简介

RSA加密算法是一种广泛使用的非对称加密算法。HTTPS,SSH等均有应用。RSA是1977年由罗纳德·李维斯特(Ron Rivest)、阿迪·萨莫尔(Adi Shamir)和伦纳德·阿德曼(Leonard Adleman)一起提出的。RSA就是他们三个大神的姓氏开头字母拼在一起组成的。还挺顺口的。

RSA算法不复杂,但是却非常强悍。其加密的数学依据来源于数论相关知识。这里,先从RSA算法过程入手,抽出其中用到的知识点,然后,逐个解答。

RSA算法

生成公私钥过程如下

1. 随机两个比较大的素数p和q,计算N=pq。
2. 根据欧拉函数,就得r=φ(N)=(p-1)(q-1)。
3. 选择一个小于r的整数e,使得e与r互质。并求e关于r的模逆元,命名为d。
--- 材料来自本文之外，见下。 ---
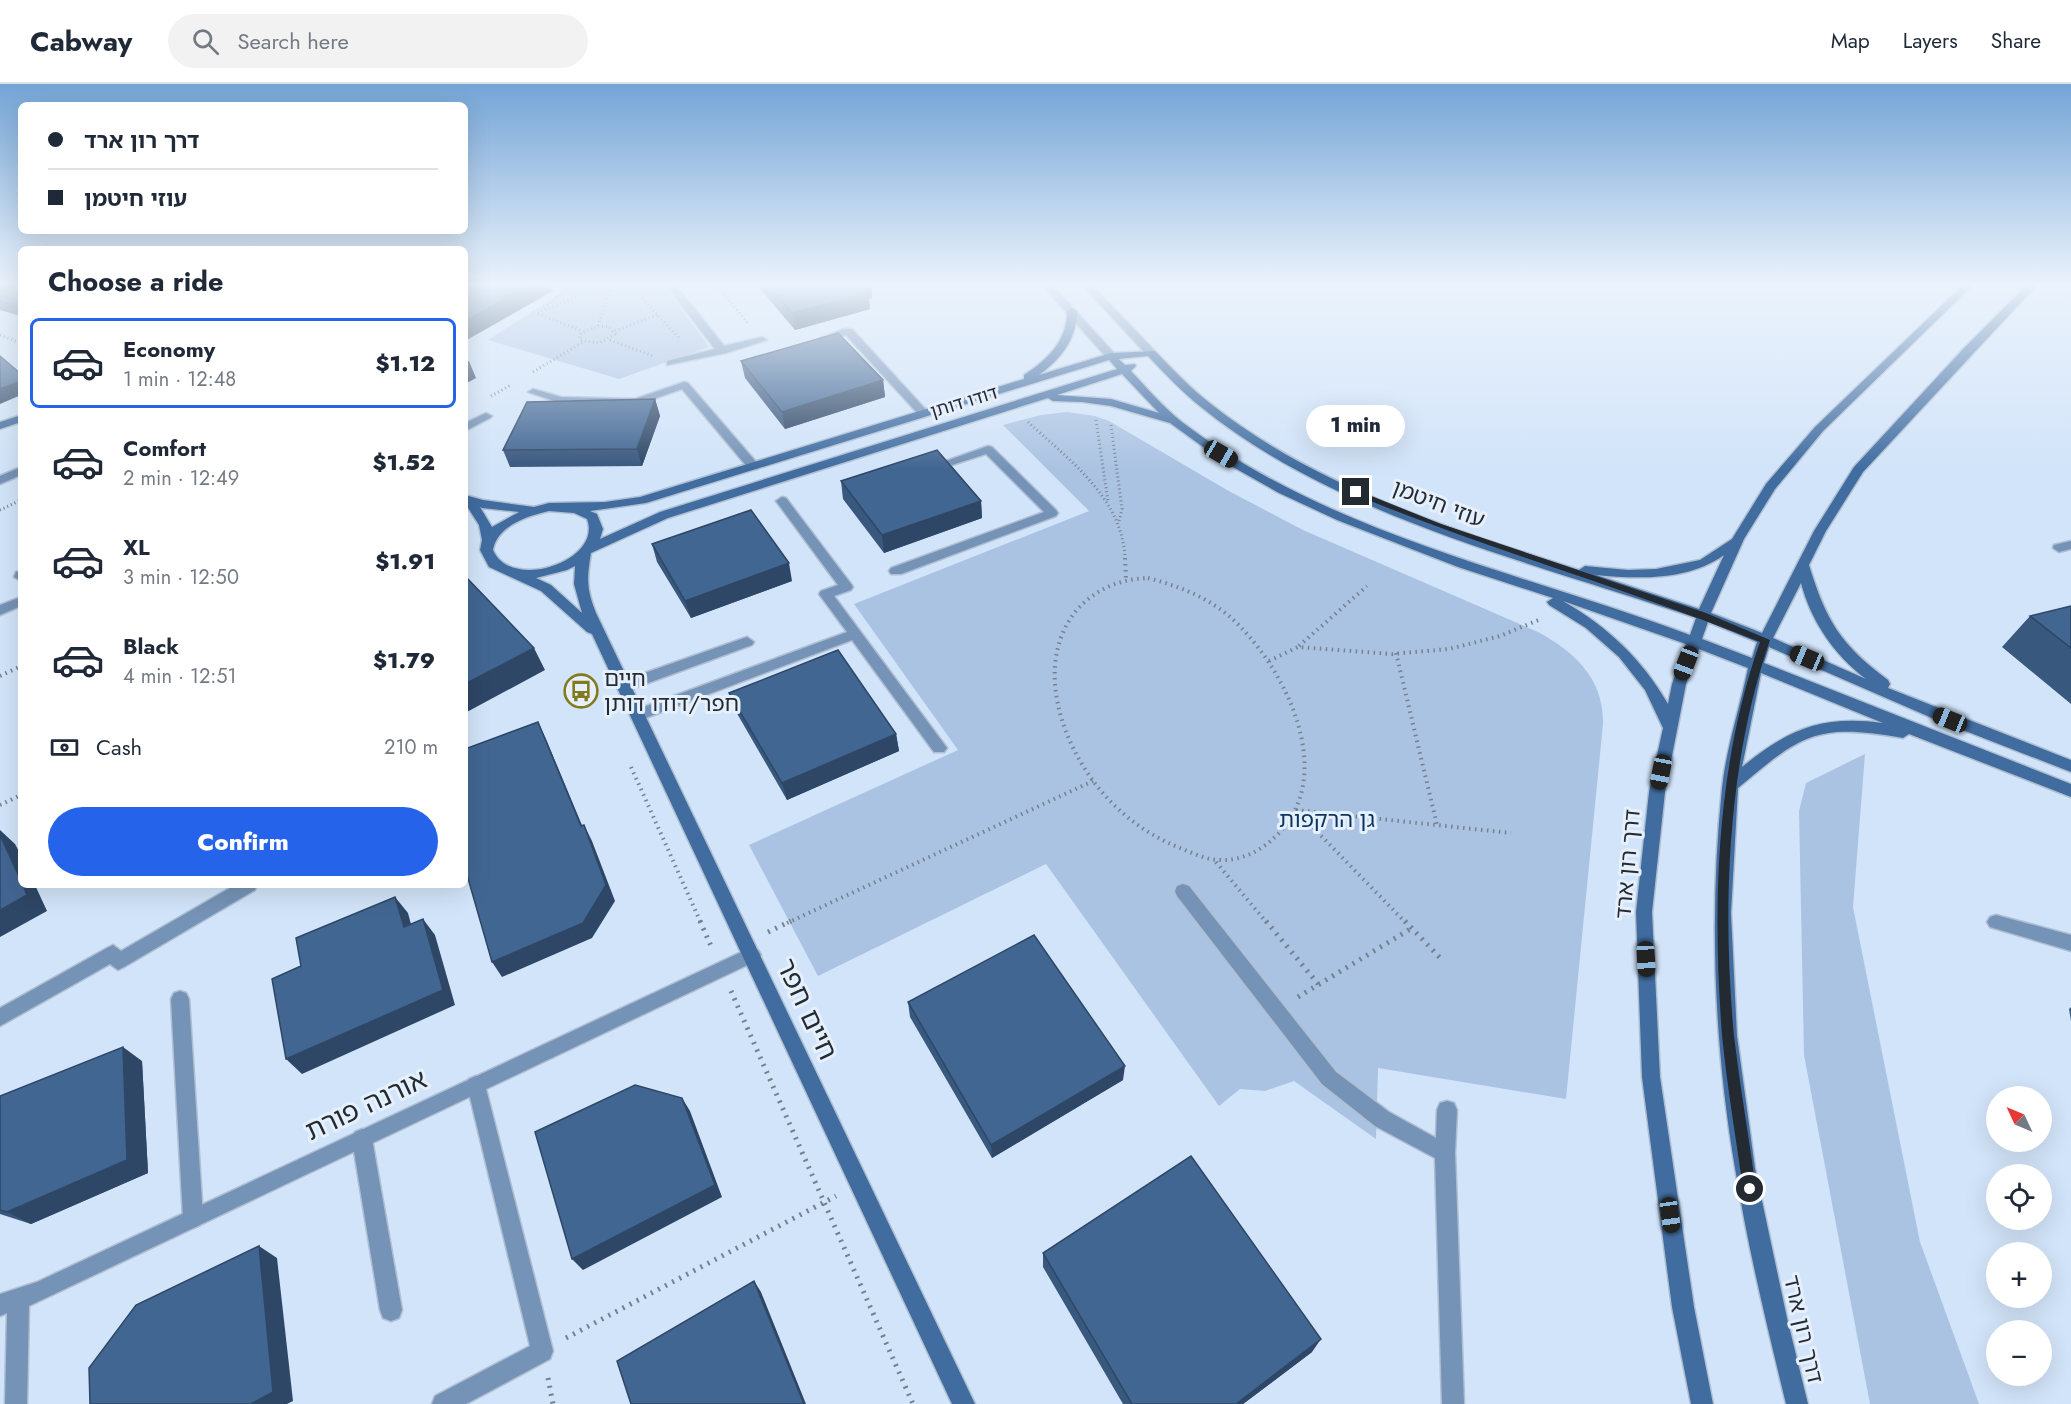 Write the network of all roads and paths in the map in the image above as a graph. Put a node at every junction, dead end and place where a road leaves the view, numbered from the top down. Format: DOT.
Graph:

即ed ≡ 1 (mod r)。
4. 将p和q销毁。

(N, e)即为公钥,(N, d)即私钥。

加密解密方式如下

明文^e % N = 密文

密文^d % N = 明文

上述短短的4个步骤包含的知识点有

  1. 随机两个比较大的素数p和q

    如何随机两个比较大的素数?或者说,如何判断一个比较大的数是素数。

  2. 欧拉函数

    φ(N)=(p-1)(q-1)。

  3. 模逆元

    模逆元是什么。ed ≡ 1 (mod r),已知e怎么求d。

  4. 加密解密

    怎么证明加密解密是可行的。

数论

数论研究正整数集合,通常也称为自然数集合。常见的数有,奇数,偶数,素数,合数,斐波拉契数等。一个典型的数论问题是,哪些数可以表示成两个数的平方。小学学过的勾股定理中,(3, 4, 5),就是其中一个解。那有没有其他的正整数解呢?或者有这样关系的数有什么特点呢。这就是数论研究的一些问题。

高斯说,数学是自然科学的女皇,而数论则是女皇的皇冠。足以见数论在数学中的地位。大家耳熟的一些定理,费马大定理,哥德巴赫猜想等也是数论的一些经典话题。

我学习的书是《数论概论(第三版)》,写的非常好。如果对数论感兴趣的话,推荐这本书。

素数

素数也叫质数。指,不能被1和自身以外的其他任何数整除。例如,1,2,3,5,7等。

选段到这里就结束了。